I ask every social networking start-up I talk to if they support open ID standards and they say "like PeopleAggregator? We hope to down the road..." lol

7/06/2006 10:40:16 PM  
Craig said...

Your list of gripes pretty much mirrors my own. It's simply hideous and the lack of personalization is the killer for me.
The workflow is also awful, interface unintuitive, and while the structure behind it sounds good, the implementation is simply awkward.
It's just not fun.

7/06/2006 11:54:04 PM  
Jeremy Botter said...

PeepAgg (I hate that name, Tara) is going to be great for early adopters and tech nerds, but I just don't see it catching on with the zillions of teens who use social networking for sex, chatting, and making ugly profile pages. Teens don't care about identity and freeing data, they care about being able to post pictures of themselves and meeting hot people on the internet and leaving lewd remarks for friends.

I've love to see it succeed and I think it will in a certain market, but I don't see it shaking up MySpace or Bebo or any of the other hot social trends of the moment.

7/07/2006 12:18:15 AM  
hugh macled said...

I simply can't believe a blogger of reknown like yourself would stoop so low as to shamelessly plug her client's product on her own blog.

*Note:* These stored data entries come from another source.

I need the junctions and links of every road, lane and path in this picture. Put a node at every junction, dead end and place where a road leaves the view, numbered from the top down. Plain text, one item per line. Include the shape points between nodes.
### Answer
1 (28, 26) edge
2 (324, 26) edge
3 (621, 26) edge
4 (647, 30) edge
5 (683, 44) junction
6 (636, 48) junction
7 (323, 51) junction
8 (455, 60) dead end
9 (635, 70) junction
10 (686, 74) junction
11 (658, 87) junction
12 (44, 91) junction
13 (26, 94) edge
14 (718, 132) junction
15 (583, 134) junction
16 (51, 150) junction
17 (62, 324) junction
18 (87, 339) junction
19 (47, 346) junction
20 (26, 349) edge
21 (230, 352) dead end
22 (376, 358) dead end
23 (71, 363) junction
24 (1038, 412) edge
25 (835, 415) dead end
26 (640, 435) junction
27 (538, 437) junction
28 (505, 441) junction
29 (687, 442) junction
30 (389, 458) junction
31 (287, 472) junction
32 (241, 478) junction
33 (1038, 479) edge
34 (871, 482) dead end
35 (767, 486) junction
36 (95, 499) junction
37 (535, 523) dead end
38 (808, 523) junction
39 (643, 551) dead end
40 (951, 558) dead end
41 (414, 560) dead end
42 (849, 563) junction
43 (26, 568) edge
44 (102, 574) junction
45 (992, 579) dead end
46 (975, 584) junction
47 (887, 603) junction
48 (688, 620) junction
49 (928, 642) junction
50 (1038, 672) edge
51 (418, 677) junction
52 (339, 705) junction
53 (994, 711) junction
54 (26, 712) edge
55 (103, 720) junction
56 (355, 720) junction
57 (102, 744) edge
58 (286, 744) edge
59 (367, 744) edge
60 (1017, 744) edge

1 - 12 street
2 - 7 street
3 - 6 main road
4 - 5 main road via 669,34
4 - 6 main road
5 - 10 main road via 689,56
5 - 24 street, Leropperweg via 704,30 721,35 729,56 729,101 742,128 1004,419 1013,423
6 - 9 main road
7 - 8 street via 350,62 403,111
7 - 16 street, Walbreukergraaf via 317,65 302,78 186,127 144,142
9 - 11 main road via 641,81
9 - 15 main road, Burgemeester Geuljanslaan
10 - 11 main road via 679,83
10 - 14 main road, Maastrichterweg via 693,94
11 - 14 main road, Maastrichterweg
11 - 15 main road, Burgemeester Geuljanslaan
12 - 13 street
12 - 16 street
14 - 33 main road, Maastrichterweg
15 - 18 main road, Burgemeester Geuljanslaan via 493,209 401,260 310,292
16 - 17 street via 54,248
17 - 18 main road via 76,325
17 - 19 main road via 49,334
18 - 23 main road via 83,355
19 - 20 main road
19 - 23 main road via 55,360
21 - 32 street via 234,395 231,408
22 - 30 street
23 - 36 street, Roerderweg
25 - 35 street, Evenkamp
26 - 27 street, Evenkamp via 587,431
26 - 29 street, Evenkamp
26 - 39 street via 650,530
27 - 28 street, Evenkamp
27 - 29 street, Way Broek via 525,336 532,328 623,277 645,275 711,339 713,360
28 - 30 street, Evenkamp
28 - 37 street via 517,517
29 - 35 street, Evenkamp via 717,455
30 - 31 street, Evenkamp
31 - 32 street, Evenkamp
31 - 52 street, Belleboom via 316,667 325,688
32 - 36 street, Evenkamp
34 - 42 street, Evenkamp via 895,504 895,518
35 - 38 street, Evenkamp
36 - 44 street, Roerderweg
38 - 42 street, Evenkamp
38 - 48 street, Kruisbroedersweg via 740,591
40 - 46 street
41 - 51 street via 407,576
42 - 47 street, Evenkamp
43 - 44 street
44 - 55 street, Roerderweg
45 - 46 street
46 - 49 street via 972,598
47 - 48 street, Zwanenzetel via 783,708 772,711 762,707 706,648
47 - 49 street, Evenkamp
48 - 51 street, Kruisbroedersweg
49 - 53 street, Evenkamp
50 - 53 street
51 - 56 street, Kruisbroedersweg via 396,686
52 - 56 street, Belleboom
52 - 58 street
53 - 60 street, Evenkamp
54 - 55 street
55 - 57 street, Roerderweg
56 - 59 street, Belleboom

Consider yourself unsubscribed!

7/07/2006 02:09:36 AM  
miss rogue said...

@hugh

Intereesting...I know you aren't the real hugh...since I was:

a. critiquing said client and asking for feedback

and

b. hugh loves to shamelessly pimp his own clients and products. ;)

7/07/2006 02:34:12 AM  
hugh macleod said...

;-)

Interesting stuff, Tara. I like what you're doing with Canter, here.

7/07/2006 03:03:32 AM  
John Koetsier said...

This is the first I've heard of People Aggregator. My first impression, totally naive thought is that it kind of sounds like People Feeds.

Should it?

7/07/2006 12:47:41 PM  
James said...

Before you redesign the site or develop any features, how about some basic questions:

- what business are you in?
- what does the service do for me OR what promise are you making?
- how are you delivering on that promise?

Without that foundation you can go on all you want about Marc Canter and freeing people's information but it won't make sense to people and only a tiny group will care.

Clear the air, clean things up and make it simpler. Today, it just feels oppressively unfocused.